Listed records -
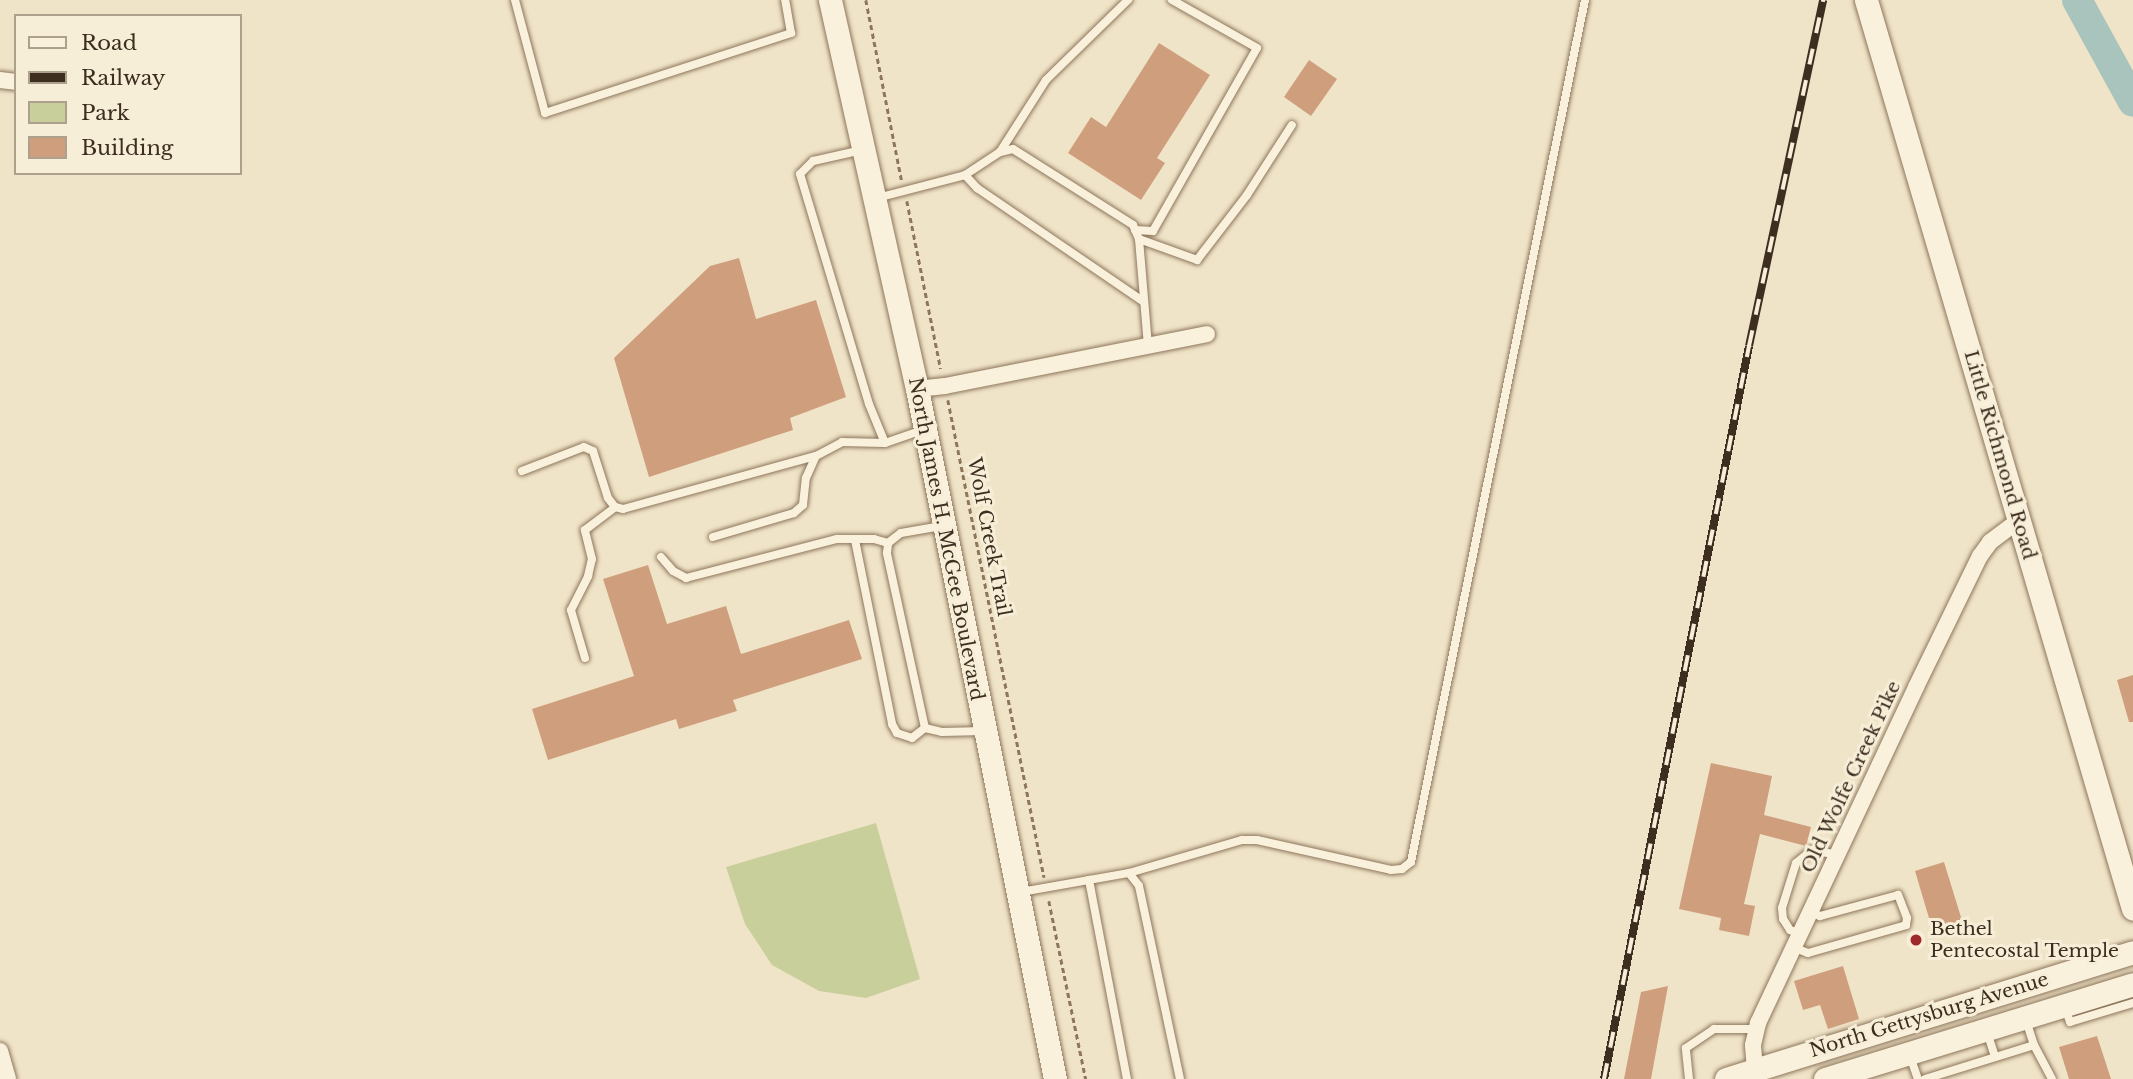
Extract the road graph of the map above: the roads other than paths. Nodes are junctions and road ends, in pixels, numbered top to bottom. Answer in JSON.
{"nodes":[{"id":1,"x":516,"y":0,"type":"edge"},
{"id":2,"x":785,"y":0,"type":"edge"},
{"id":3,"x":830,"y":0,"type":"edge"},
{"id":4,"x":1128,"y":0,"type":"edge"},
{"id":5,"x":1172,"y":0,"type":"edge"},
{"id":6,"x":1585,"y":0,"type":"edge"},
{"id":7,"x":1866,"y":0,"type":"edge"},
{"id":8,"x":1292,"y":125,"type":"dead end"},
{"id":9,"x":863,"y":149,"type":"junction"},
{"id":10,"x":1000,"y":152,"type":"junction"},
{"id":11,"x":965,"y":175,"type":"junction"},
{"id":12,"x":874,"y":198,"type":"junction"},
{"id":13,"x":1135,"y":230,"type":"junction"},
{"id":14,"x":1139,"y":239,"type":"junction"},
{"id":15,"x":1144,"y":302,"type":"junction"},
{"id":16,"x":1207,"y":334,"type":"dead end"},
{"id":17,"x":1148,"y":346,"type":"junction"},
{"id":18,"x":917,"y":389,"type":"junction"},
{"id":19,"x":925,"y":429,"type":"junction"},
{"id":20,"x":885,"y":443,"type":"junction"},
{"id":21,"x":816,"y":456,"type":"junction"},
{"id":22,"x":522,"y":471,"type":"dead end"},
{"id":23,"x":615,"y":507,"type":"junction"},
{"id":24,"x":2019,"y":520,"type":"junction"},
{"id":25,"x":944,"y":526,"type":"junction"},
{"id":26,"x":713,"y":537,"type":"dead end"},
{"id":27,"x":855,"y":540,"type":"junction"},
{"id":28,"x":888,"y":543,"type":"junction"},
{"id":29,"x":661,"y":557,"type":"dead end"},
{"id":30,"x":585,"y":658,"type":"dead end"},
{"id":31,"x":925,"y":728,"type":"junction"},
{"id":32,"x":984,"y":731,"type":"junction"},
{"id":33,"x":1838,"y":855,"type":"junction"},
{"id":34,"x":1129,"y":873,"type":"junction"},
{"id":35,"x":1089,"y":880,"type":"junction"},
{"id":36,"x":1018,"y":892,"type":"junction"},
{"id":37,"x":2133,"y":909,"type":"edge"},
{"id":38,"x":1810,"y":911,"type":"junction"},
{"id":39,"x":1796,"y":940,"type":"junction"},
{"id":40,"x":2133,"y":953,"type":"edge"},
{"id":41,"x":2133,"y":984,"type":"edge"},
{"id":42,"x":2105,"y":1002,"type":"junction"},
{"id":43,"x":2133,"y":1003,"type":"edge"},
{"id":44,"x":2025,"y":1017,"type":"junction"},
{"id":45,"x":1756,"y":1029,"type":"junction"},
{"id":46,"x":1986,"y":1029,"type":"junction"},
{"id":47,"x":2034,"y":1045,"type":"junction"},
{"id":48,"x":0,"y":1051,"type":"edge"},
{"id":49,"x":1910,"y":1053,"type":"junction"},
{"id":50,"x":1995,"y":1057,"type":"junction"},
{"id":51,"x":1755,"y":1069,"type":"junction"},
{"id":52,"x":1836,"y":1077,"type":"edge"},
{"id":53,"x":8,"y":1079,"type":"edge"},
{"id":54,"x":1055,"y":1079,"type":"edge"},
{"id":55,"x":1127,"y":1079,"type":"edge"},
{"id":56,"x":1180,"y":1079,"type":"edge"},
{"id":57,"x":1689,"y":1079,"type":"edge"},
{"id":58,"x":1726,"y":1079,"type":"edge"},
{"id":59,"x":1917,"y":1079,"type":"edge"},
{"id":60,"x":1925,"y":1079,"type":"edge"},
{"id":61,"x":2052,"y":1079,"type":"edge"}],
"edges":[{"from":1,"to":2,"type":"lane"},
{"from":3,"to":9,"type":"main road","name":"North James H. McGee Boulevard"},
{"from":4,"to":10,"type":"lane"},
{"from":5,"to":13,"type":"lane"},
{"from":6,"to":34,"type":"lane"},
{"from":7,"to":24,"type":"main road","name":"Little Richmond Road"},
{"from":8,"to":14,"type":"lane"},
{"from":9,"to":12,"type":"main road","name":"North James H. McGee Boulevard"},
{"from":9,"to":20,"type":"lane"},
{"from":10,"to":11,"type":"lane"},
{"from":10,"to":13,"type":"lane"},
{"from":11,"to":12,"type":"lane"},
{"from":11,"to":15,"type":"lane"},
{"from":12,"to":18,"type":"main road","name":"North James H. McGee Boulevard"},
{"from":13,"to":14,"type":"lane"},
{"from":14,"to":15,"type":"lane"},
{"from":15,"to":17,"type":"lane"},
{"from":16,"to":17,"type":"street"},
{"from":17,"to":18,"type":"street"},
{"from":18,"to":19,"type":"main road","name":"North James H. McGee Boulevard"},
{"from":19,"to":20,"type":"lane"},
{"from":19,"to":25,"type":"main road","name":"North James H. McGee Boulevard"},
{"from":20,"to":21,"type":"lane"},
{"from":21,"to":23,"type":"lane"},
{"from":21,"to":26,"type":"lane"},
{"from":22,"to":23,"type":"lane"},
{"from":23,"to":30,"type":"lane"},
{"from":24,"to":33,"type":"street","name":"Old Wolfe Creek Pike"},
{"from":24,"to":37,"type":"main road","name":"Little Richmond Road"},
{"from":25,"to":28,"type":"lane"},
{"from":25,"to":32,"type":"main road","name":"North James H. McGee Boulevard"},
{"from":27,"to":28,"type":"lane"},
{"from":27,"to":29,"type":"lane"},
{"from":27,"to":31,"type":"lane"},
{"from":28,"to":31,"type":"lane"},
{"from":31,"to":32,"type":"lane"},
{"from":32,"to":36,"type":"main road","name":"North James H. McGee Boulevard"},
{"from":33,"to":38,"type":"street","name":"Old Wolfe Creek Pike"},
{"from":33,"to":39,"type":"lane"},
{"from":34,"to":35,"type":"lane"},
{"from":34,"to":56,"type":"lane"},
{"from":35,"to":36,"type":"lane"},
{"from":35,"to":55,"type":"lane"},
{"from":36,"to":54,"type":"main road","name":"North James H. McGee Boulevard"},
{"from":38,"to":39,"type":"street","name":"Old Wolfe Creek Pike"},
{"from":38,"to":39,"type":"lane"},
{"from":39,"to":45,"type":"street","name":"Old Wolfe Creek Pike"},
{"from":40,"to":51,"type":"main road","name":"North Gettysburg Avenue"},
{"from":41,"to":42,"type":"main road","name":"North Gettysburg Avenue"},
{"from":42,"to":43,"type":"lane"},
{"from":42,"to":44,"type":"main road","name":"North Gettysburg Avenue"},
{"from":44,"to":46,"type":"main road","name":"North Gettysburg Avenue"},
{"from":44,"to":47,"type":"lane"},
{"from":45,"to":51,"type":"street","name":"Old Wolfe Creek Pike"},
{"from":45,"to":57,"type":"lane"},
{"from":46,"to":49,"type":"main road","name":"North Gettysburg Avenue"},
{"from":46,"to":50,"type":"lane"},
{"from":47,"to":50,"type":"lane"},
{"from":47,"to":61,"type":"lane"},
{"from":48,"to":53,"type":"street"},
{"from":49,"to":52,"type":"main road","name":"North Gettysburg Avenue"},
{"from":49,"to":59,"type":"lane"},
{"from":50,"to":60,"type":"lane"},
{"from":51,"to":58,"type":"main road","name":"North Gettysburg Avenue"}]}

Goal of the exercise -
On how many lines of the material does the word "Creek" appear? Reply with the number alone.

Answer section -
5